WHAT YOU WILL DO —
Exactly the lines from the opening of the data through the line containing "Road topology of" should be reproduced, please, with nothing added.

*** Opening RECORD EXTRACTS ***

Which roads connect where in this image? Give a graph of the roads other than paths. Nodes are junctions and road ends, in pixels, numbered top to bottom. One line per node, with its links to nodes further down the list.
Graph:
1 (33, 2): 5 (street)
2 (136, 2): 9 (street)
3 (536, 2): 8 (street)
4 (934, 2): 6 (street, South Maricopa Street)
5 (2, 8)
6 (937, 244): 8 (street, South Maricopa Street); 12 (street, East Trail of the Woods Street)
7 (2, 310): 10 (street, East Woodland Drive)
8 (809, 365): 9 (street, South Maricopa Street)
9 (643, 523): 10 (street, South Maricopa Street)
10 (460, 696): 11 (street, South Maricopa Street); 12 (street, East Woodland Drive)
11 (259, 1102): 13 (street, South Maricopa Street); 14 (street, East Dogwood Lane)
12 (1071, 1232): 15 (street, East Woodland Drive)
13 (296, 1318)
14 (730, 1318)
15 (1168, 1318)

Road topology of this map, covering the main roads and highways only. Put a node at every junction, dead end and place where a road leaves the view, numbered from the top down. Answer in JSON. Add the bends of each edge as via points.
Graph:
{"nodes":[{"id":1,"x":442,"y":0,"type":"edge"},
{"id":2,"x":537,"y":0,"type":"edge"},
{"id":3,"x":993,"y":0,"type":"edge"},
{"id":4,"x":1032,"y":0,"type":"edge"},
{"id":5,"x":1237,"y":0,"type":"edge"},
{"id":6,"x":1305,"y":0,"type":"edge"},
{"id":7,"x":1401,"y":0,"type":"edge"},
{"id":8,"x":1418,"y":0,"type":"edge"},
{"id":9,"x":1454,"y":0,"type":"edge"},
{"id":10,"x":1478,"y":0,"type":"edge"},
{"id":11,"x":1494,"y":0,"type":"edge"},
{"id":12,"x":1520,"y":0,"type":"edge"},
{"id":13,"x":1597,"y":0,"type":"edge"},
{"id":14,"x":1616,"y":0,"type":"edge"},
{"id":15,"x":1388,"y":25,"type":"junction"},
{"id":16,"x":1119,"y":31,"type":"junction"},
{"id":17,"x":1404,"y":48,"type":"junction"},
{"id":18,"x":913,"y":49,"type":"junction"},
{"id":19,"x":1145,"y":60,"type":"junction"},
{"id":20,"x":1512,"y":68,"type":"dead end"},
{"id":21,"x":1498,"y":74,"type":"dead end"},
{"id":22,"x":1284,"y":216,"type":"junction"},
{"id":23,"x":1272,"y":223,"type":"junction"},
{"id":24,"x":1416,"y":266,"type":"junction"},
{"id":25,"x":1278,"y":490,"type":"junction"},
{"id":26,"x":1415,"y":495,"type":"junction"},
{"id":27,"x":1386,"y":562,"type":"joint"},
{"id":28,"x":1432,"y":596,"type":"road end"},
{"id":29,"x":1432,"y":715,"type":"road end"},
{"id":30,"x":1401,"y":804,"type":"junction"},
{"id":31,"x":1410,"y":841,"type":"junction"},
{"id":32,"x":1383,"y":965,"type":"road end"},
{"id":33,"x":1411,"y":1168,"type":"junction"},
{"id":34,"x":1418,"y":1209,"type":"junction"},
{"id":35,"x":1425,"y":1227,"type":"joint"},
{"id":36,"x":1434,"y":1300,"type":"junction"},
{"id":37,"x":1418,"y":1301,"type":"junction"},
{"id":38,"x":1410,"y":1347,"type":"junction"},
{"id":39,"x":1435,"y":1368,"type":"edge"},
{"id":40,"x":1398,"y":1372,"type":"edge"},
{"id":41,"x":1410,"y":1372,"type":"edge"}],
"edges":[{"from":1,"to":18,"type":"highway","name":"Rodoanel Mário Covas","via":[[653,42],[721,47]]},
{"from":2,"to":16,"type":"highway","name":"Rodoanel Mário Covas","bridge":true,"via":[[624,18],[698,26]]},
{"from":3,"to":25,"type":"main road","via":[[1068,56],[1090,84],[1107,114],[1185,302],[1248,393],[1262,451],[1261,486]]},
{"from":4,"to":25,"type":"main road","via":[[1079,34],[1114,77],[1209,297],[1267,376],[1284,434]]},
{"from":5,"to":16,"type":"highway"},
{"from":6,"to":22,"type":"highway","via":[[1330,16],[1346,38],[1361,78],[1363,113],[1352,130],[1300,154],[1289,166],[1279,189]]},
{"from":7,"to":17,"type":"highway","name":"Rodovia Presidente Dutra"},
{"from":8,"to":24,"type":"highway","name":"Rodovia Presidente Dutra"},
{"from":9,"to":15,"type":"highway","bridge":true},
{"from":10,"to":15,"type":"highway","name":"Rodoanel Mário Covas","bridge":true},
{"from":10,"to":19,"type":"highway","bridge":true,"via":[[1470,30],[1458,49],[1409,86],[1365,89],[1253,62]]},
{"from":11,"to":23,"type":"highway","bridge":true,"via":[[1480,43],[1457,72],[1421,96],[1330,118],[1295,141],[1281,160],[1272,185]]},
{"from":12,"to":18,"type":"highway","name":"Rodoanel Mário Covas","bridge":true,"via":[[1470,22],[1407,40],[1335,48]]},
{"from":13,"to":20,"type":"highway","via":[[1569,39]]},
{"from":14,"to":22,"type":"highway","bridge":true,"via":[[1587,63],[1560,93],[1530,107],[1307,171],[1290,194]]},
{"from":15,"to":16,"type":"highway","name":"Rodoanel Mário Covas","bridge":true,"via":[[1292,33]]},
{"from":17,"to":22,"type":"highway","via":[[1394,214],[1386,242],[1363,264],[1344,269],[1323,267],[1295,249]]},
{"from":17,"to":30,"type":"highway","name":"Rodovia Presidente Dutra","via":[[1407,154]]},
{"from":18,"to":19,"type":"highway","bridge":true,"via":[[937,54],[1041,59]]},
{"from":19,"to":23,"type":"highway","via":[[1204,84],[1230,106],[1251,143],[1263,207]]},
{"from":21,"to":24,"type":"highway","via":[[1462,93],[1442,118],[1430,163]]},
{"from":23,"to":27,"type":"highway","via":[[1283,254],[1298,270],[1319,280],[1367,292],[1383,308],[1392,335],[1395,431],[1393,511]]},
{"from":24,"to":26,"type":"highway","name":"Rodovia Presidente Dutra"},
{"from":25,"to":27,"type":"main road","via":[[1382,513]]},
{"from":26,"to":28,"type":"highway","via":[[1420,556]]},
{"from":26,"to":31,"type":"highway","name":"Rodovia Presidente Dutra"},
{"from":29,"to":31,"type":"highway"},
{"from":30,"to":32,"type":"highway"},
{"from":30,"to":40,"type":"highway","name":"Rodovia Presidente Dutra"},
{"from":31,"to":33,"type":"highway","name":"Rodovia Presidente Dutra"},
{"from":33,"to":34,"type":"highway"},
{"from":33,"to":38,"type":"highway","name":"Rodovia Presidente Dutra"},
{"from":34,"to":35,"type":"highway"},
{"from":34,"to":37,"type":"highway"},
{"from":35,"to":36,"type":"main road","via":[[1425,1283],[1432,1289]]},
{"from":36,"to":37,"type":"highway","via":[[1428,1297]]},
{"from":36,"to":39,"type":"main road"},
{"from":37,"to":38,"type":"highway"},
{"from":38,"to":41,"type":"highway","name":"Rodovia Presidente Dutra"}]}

*** Closing RECORD EXTRACTS ***

RESULT —
Which roads connect where in this image? Give a graph of the roads other than paths. Nodes are junctions and road ends, in pixels, numbered top to bottom. One line per node, with its links to nodes further down the list.
Graph:
1 (33, 2): 5 (street)
2 (136, 2): 9 (street)
3 (536, 2): 8 (street)
4 (934, 2): 6 (street, South Maricopa Street)
5 (2, 8)
6 (937, 244): 8 (street, South Maricopa Street); 12 (street, East Trail of the Woods Street)
7 (2, 310): 10 (street, East Woodland Drive)
8 (809, 365): 9 (street, South Maricopa Street)
9 (643, 523): 10 (street, South Maricopa Street)
10 (460, 696): 11 (street, South Maricopa Street); 12 (street, East Woodland Drive)
11 (259, 1102): 13 (street, South Maricopa Street); 14 (street, East Dogwood Lane)
12 (1071, 1232): 15 (street, East Woodland Drive)
13 (296, 1318)
14 (730, 1318)
15 (1168, 1318)

Road topology of this map, covering the main roads and highways only. Put a node at every junction, dead end and place where a road leaves the view, numbered from the top down. Answer in JSON. Add the bends of each edge as via points.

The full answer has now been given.